Stored items from a collection

::::::::

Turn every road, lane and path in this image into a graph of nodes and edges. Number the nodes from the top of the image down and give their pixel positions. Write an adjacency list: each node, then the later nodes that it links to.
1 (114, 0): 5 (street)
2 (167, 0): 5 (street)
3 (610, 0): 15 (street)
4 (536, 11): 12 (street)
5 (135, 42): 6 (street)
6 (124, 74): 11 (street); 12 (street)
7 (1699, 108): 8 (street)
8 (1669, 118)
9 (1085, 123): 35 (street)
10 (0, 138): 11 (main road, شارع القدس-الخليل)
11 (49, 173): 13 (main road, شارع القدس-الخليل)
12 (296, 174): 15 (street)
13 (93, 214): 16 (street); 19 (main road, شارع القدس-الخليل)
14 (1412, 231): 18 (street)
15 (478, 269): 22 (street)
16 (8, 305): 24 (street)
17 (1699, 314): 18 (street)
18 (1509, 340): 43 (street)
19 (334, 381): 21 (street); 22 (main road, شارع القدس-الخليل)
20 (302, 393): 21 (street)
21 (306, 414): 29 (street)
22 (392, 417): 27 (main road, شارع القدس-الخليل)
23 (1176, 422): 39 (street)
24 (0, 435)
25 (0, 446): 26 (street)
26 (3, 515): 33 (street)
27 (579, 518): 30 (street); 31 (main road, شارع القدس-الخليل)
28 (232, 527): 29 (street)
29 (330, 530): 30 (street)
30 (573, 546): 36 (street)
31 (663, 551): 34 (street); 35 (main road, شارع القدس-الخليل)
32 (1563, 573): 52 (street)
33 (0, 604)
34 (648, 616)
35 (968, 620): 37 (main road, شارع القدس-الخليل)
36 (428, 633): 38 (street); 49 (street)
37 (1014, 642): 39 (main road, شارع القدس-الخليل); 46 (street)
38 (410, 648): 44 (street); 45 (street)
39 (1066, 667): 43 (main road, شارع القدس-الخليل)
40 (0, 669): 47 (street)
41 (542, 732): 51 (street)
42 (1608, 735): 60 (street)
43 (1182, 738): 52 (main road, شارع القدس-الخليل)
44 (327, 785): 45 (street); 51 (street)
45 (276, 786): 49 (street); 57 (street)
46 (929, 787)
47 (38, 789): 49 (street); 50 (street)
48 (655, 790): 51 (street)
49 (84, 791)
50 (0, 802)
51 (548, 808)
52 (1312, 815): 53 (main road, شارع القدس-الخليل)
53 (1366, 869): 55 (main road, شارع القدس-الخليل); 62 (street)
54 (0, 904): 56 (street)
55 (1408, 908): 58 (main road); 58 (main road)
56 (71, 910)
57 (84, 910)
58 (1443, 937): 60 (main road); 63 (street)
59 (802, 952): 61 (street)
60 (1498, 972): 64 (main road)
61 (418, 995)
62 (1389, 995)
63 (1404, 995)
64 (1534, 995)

::::::::

The answer must be all of the entries, restated exactly.

Output below
Turn every road, lane and path in this image into a graph of nodes and edges. Number the nodes from the top of the image down and give their pixel positions. Write an adjacency list: each node, then the later nodes that it links to.
1 (114, 0): 5 (street)
2 (167, 0): 5 (street)
3 (610, 0): 15 (street)
4 (536, 11): 12 (street)
5 (135, 42): 6 (street)
6 (124, 74): 11 (street); 12 (street)
7 (1699, 108): 8 (street)
8 (1669, 118)
9 (1085, 123): 35 (street)
10 (0, 138): 11 (main road, شارع القدس-الخليل)
11 (49, 173): 13 (main road, شارع القدس-الخليل)
12 (296, 174): 15 (street)
13 (93, 214): 16 (street); 19 (main road, شارع القدس-الخليل)
14 (1412, 231): 18 (street)
15 (478, 269): 22 (street)
16 (8, 305): 24 (street)
17 (1699, 314): 18 (street)
18 (1509, 340): 43 (street)
19 (334, 381): 21 (street); 22 (main road, شارع القدس-الخليل)
20 (302, 393): 21 (street)
21 (306, 414): 29 (street)
22 (392, 417): 27 (main road, شارع القدس-الخليل)
23 (1176, 422): 39 (street)
24 (0, 435)
25 (0, 446): 26 (street)
26 (3, 515): 33 (street)
27 (579, 518): 30 (street); 31 (main road, شارع القدس-الخليل)
28 (232, 527): 29 (street)
29 (330, 530): 30 (street)
30 (573, 546): 36 (street)
31 (663, 551): 34 (street); 35 (main road, شارع القدس-الخليل)
32 (1563, 573): 52 (street)
33 (0, 604)
34 (648, 616)
35 (968, 620): 37 (main road, شارع القدس-الخليل)
36 (428, 633): 38 (street); 49 (street)
37 (1014, 642): 39 (main road, شارع القدس-الخليل); 46 (street)
38 (410, 648): 44 (street); 45 (street)
39 (1066, 667): 43 (main road, شارع القدس-الخليل)
40 (0, 669): 47 (street)
41 (542, 732): 51 (street)
42 (1608, 735): 60 (street)
43 (1182, 738): 52 (main road, شارع القدس-الخليل)
44 (327, 785): 45 (street); 51 (street)
45 (276, 786): 49 (street); 57 (street)
46 (929, 787)
47 (38, 789): 49 (street); 50 (street)
48 (655, 790): 51 (street)
49 (84, 791)
50 (0, 802)
51 (548, 808)
52 (1312, 815): 53 (main road, شارع القدس-الخليل)
53 (1366, 869): 55 (main road, شارع القدس-الخليل); 62 (street)
54 (0, 904): 56 (street)
55 (1408, 908): 58 (main road); 58 (main road)
56 (71, 910)
57 (84, 910)
58 (1443, 937): 60 (main road); 63 (street)
59 (802, 952): 61 (street)
60 (1498, 972): 64 (main road)
61 (418, 995)
62 (1389, 995)
63 (1404, 995)
64 (1534, 995)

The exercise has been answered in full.